Task instructions => Please restate the entries verbatim. The copy should hold no pictures.

Stored items from a collection:
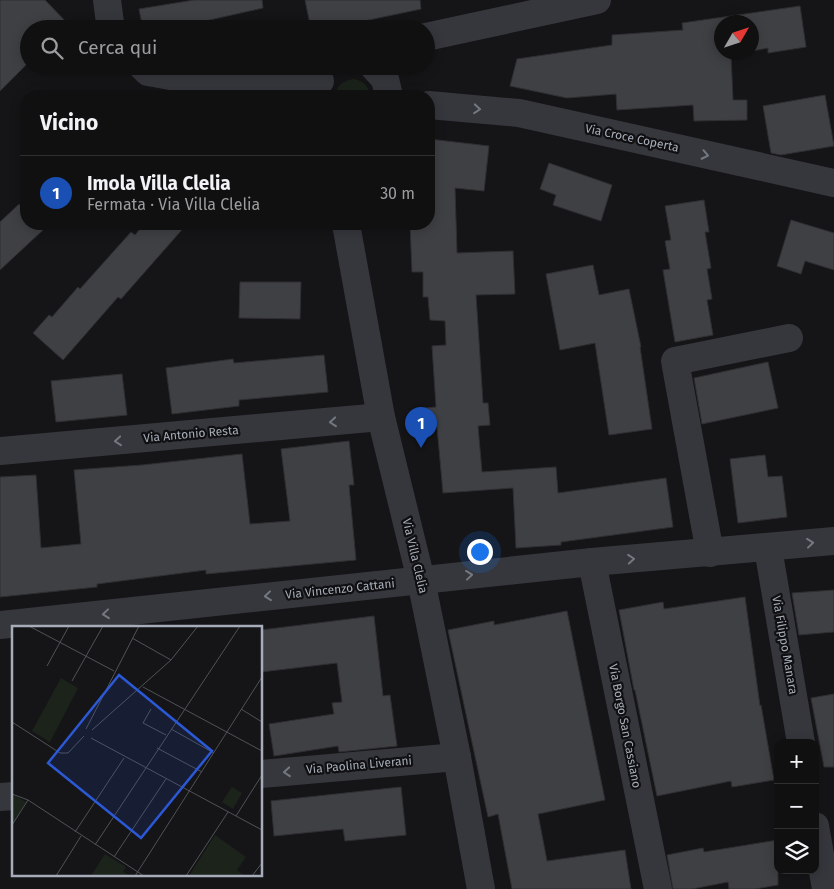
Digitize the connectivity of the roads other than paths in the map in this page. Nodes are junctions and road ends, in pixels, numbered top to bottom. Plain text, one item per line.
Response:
1 (107, 0) edge
2 (597, 0) edge
3 (110, 20) edge
4 (435, 35) edge
5 (165, 75) edge
6 (381, 75) edge
7 (323, 81) edge
8 (387, 90) edge
9 (435, 106) edge
10 (834, 183) edge
11 (347, 230) edge
12 (789, 338) dead end
13 (381, 417) junction
14 (0, 451) edge
15 (834, 541) edge
16 (768, 548) junction
17 (710, 553) junction
18 (592, 562) junction
19 (421, 580) junction
20 (0, 625) edge
21 (800, 739) edge
22 (457, 756) junction
23 (262, 774) edge
24 (816, 829) edge
25 (481, 889) edge
26 (658, 889) edge
27 (826, 889) edge

1 - 3 street
2 - 4 street
5 - 7 street
6 - 8 street
9 -> 10 street, Via Croce Coperta
11 - 13 street, Via Villa Clelia
12 - 17 street
13 -> 14 street, Via Antonio Resta
13 - 19 street, Via Villa Clelia
16 -> 15 street, Via Vincenzo Cattani
16 - 17 street, Via Vincenzo Cattani
16 - 21 street, Via Filippo Manara
18 -> 17 street, Via Vincenzo Cattani
19 -> 18 street, Via Vincenzo Cattani
18 - 26 street, Via Borgo San Cassiano
19 -> 20 street, Via Vincenzo Cattani
19 - 22 street, Via Villa Clelia
22 -> 23 street, Via Paolina Liverani
22 - 25 street, Via Villa Clelia
24 - 27 street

Result of this task =>
Digitize the connectivity of the roads other than paths in the map in this page. Nodes are junctions and road ends, in pixels, numbered top to bottom. Plain text, one item per line.
Response:
1 (107, 0) edge
2 (597, 0) edge
3 (110, 20) edge
4 (435, 35) edge
5 (165, 75) edge
6 (381, 75) edge
7 (323, 81) edge
8 (387, 90) edge
9 (435, 106) edge
10 (834, 183) edge
11 (347, 230) edge
12 (789, 338) dead end
13 (381, 417) junction
14 (0, 451) edge
15 (834, 541) edge
16 (768, 548) junction
17 (710, 553) junction
18 (592, 562) junction
19 (421, 580) junction
20 (0, 625) edge
21 (800, 739) edge
22 (457, 756) junction
23 (262, 774) edge
24 (816, 829) edge
25 (481, 889) edge
26 (658, 889) edge
27 (826, 889) edge

1 - 3 street
2 - 4 street
5 - 7 street
6 - 8 street
9 -> 10 street, Via Croce Coperta
11 - 13 street, Via Villa Clelia
12 - 17 street
13 -> 14 street, Via Antonio Resta
13 - 19 street, Via Villa Clelia
16 -> 15 street, Via Vincenzo Cattani
16 - 17 street, Via Vincenzo Cattani
16 - 21 street, Via Filippo Manara
18 -> 17 street, Via Vincenzo Cattani
19 -> 18 street, Via Vincenzo Cattani
18 - 26 street, Via Borgo San Cassiano
19 -> 20 street, Via Vincenzo Cattani
19 - 22 street, Via Villa Clelia
22 -> 23 street, Via Paolina Liverani
22 - 25 street, Via Villa Clelia
24 - 27 street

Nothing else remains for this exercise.